• _Work task_
Write the data below out again, exactly as each line reads.

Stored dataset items

=== Section Start ===

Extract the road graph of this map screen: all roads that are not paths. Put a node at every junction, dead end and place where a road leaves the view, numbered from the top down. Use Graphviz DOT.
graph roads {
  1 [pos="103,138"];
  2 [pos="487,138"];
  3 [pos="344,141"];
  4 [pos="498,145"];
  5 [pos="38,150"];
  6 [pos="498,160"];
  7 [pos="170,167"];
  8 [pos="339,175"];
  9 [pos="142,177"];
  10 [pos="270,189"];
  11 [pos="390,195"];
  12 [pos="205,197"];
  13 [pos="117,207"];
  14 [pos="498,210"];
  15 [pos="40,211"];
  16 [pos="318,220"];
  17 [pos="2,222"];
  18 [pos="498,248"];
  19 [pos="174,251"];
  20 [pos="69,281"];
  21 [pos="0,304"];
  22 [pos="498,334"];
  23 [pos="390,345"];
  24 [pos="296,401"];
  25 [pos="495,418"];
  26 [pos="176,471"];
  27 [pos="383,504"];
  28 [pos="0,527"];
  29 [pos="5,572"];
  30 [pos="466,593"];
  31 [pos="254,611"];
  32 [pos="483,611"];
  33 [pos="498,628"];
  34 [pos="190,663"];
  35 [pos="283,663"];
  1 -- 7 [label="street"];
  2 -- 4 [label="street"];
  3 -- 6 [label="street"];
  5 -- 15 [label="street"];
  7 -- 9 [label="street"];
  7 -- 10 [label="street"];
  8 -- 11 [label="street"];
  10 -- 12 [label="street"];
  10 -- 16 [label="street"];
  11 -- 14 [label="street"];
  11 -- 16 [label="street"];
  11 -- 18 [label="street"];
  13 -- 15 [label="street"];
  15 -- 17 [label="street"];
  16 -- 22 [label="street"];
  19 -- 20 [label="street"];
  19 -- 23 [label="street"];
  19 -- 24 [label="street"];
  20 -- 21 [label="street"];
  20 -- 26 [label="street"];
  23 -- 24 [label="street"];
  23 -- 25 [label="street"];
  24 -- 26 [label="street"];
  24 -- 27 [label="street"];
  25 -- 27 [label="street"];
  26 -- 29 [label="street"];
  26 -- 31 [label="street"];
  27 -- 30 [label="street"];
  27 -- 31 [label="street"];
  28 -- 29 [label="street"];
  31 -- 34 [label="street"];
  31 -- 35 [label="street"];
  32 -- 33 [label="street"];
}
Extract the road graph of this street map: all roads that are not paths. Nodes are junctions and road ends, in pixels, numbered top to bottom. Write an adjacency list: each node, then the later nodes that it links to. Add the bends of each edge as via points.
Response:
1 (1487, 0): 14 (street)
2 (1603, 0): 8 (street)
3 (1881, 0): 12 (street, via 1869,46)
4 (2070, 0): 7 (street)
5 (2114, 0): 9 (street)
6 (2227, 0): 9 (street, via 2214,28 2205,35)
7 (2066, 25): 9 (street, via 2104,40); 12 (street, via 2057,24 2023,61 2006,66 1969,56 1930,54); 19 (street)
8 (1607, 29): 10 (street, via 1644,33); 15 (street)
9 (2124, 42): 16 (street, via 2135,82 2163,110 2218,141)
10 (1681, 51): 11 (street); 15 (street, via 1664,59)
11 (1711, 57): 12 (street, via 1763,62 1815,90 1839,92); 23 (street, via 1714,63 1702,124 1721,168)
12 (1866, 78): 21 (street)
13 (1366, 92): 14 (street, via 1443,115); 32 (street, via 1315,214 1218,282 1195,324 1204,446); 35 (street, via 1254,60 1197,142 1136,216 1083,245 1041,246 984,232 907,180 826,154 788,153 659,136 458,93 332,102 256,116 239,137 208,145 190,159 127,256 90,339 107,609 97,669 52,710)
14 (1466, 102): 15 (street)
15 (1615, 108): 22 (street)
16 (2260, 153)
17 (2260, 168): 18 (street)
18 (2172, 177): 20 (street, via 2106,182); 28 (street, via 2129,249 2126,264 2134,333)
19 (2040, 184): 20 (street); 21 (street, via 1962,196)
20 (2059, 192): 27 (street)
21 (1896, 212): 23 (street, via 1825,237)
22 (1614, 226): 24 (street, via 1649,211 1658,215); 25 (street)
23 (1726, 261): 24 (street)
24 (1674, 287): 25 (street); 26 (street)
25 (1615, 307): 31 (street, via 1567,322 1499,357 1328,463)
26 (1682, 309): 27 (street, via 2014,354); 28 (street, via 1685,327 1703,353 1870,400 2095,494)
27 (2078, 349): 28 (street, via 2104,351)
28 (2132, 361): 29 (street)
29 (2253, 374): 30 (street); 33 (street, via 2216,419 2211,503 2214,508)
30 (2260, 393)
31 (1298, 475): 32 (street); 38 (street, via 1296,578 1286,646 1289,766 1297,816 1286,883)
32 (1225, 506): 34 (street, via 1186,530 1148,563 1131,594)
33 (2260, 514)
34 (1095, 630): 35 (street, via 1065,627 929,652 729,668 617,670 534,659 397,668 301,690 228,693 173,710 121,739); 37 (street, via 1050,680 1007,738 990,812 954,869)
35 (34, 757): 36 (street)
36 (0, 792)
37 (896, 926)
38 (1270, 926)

=== Section End ===

• _Reply_
Extract the road graph of this map screen: all roads that are not paths. Put a node at every junction, dead end and place where a road leaves the view, numbered from the top down. Use Graphviz DOT.
graph roads {
  1 [pos="103,138"];
  2 [pos="487,138"];
  3 [pos="344,141"];
  4 [pos="498,145"];
  5 [pos="38,150"];
  6 [pos="498,160"];
  7 [pos="170,167"];
  8 [pos="339,175"];
  9 [pos="142,177"];
  10 [pos="270,189"];
  11 [pos="390,195"];
  12 [pos="205,197"];
  13 [pos="117,207"];
  14 [pos="498,210"];
  15 [pos="40,211"];
  16 [pos="318,220"];
  17 [pos="2,222"];
  18 [pos="498,248"];
  19 [pos="174,251"];
  20 [pos="69,281"];
  21 [pos="0,304"];
  22 [pos="498,334"];
  23 [pos="390,345"];
  24 [pos="296,401"];
  25 [pos="495,418"];
  26 [pos="176,471"];
  27 [pos="383,504"];
  28 [pos="0,527"];
  29 [pos="5,572"];
  30 [pos="466,593"];
  31 [pos="254,611"];
  32 [pos="483,611"];
  33 [pos="498,628"];
  34 [pos="190,663"];
  35 [pos="283,663"];
  1 -- 7 [label="street"];
  2 -- 4 [label="street"];
  3 -- 6 [label="street"];
  5 -- 15 [label="street"];
  7 -- 9 [label="street"];
  7 -- 10 [label="street"];
  8 -- 11 [label="street"];
  10 -- 12 [label="street"];
  10 -- 16 [label="street"];
  11 -- 14 [label="street"];
  11 -- 16 [label="street"];
  11 -- 18 [label="street"];
  13 -- 15 [label="street"];
  15 -- 17 [label="street"];
  16 -- 22 [label="street"];
  19 -- 20 [label="street"];
  19 -- 23 [label="street"];
  19 -- 24 [label="street"];
  20 -- 21 [label="street"];
  20 -- 26 [label="street"];
  23 -- 24 [label="street"];
  23 -- 25 [label="street"];
  24 -- 26 [label="street"];
  24 -- 27 [label="street"];
  25 -- 27 [label="street"];
  26 -- 29 [label="street"];
  26 -- 31 [label="street"];
  27 -- 30 [label="street"];
  27 -- 31 [label="street"];
  28 -- 29 [label="street"];
  31 -- 34 [label="street"];
  31 -- 35 [label="street"];
  32 -- 33 [label="street"];
}
Extract the road graph of this street map: all roads that are not paths. Nodes are junctions and road ends, in pixels, numbered top to bottom. Write an adjacency list: each node, then the later nodes that it links to. Add the bends of each edge as via points.
Response:
1 (1487, 0): 14 (street)
2 (1603, 0): 8 (street)
3 (1881, 0): 12 (street, via 1869,46)
4 (2070, 0): 7 (street)
5 (2114, 0): 9 (street)
6 (2227, 0): 9 (street, via 2214,28 2205,35)
7 (2066, 25): 9 (street, via 2104,40); 12 (street, via 2057,24 2023,61 2006,66 1969,56 1930,54); 19 (street)
8 (1607, 29): 10 (street, via 1644,33); 15 (street)
9 (2124, 42): 16 (street, via 2135,82 2163,110 2218,141)
10 (1681, 51): 11 (street); 15 (street, via 1664,59)
11 (1711, 57): 12 (street, via 1763,62 1815,90 1839,92); 23 (street, via 1714,63 1702,124 1721,168)
12 (1866, 78): 21 (street)
13 (1366, 92): 14 (street, via 1443,115); 32 (street, via 1315,214 1218,282 1195,324 1204,446); 35 (street, via 1254,60 1197,142 1136,216 1083,245 1041,246 984,232 907,180 826,154 788,153 659,136 458,93 332,102 256,116 239,137 208,145 190,159 127,256 90,339 107,609 97,669 52,710)
14 (1466, 102): 15 (street)
15 (1615, 108): 22 (street)
16 (2260, 153)
17 (2260, 168): 18 (street)
18 (2172, 177): 20 (street, via 2106,182); 28 (street, via 2129,249 2126,264 2134,333)
19 (2040, 184): 20 (street); 21 (street, via 1962,196)
20 (2059, 192): 27 (street)
21 (1896, 212): 23 (street, via 1825,237)
22 (1614, 226): 24 (street, via 1649,211 1658,215); 25 (street)
23 (1726, 261): 24 (street)
24 (1674, 287): 25 (street); 26 (street)
25 (1615, 307): 31 (street, via 1567,322 1499,357 1328,463)
26 (1682, 309): 27 (street, via 2014,354); 28 (street, via 1685,327 1703,353 1870,400 2095,494)
27 (2078, 349): 28 (street, via 2104,351)
28 (2132, 361): 29 (street)
29 (2253, 374): 30 (street); 33 (street, via 2216,419 2211,503 2214,508)
30 (2260, 393)
31 (1298, 475): 32 (street); 38 (street, via 1296,578 1286,646 1289,766 1297,816 1286,883)
32 (1225, 506): 34 (street, via 1186,530 1148,563 1131,594)
33 (2260, 514)
34 (1095, 630): 35 (street, via 1065,627 929,652 729,668 617,670 534,659 397,668 301,690 228,693 173,710 121,739); 37 (street, via 1050,680 1007,738 990,812 954,869)
35 (34, 757): 36 (street)
36 (0, 792)
37 (896, 926)
38 (1270, 926)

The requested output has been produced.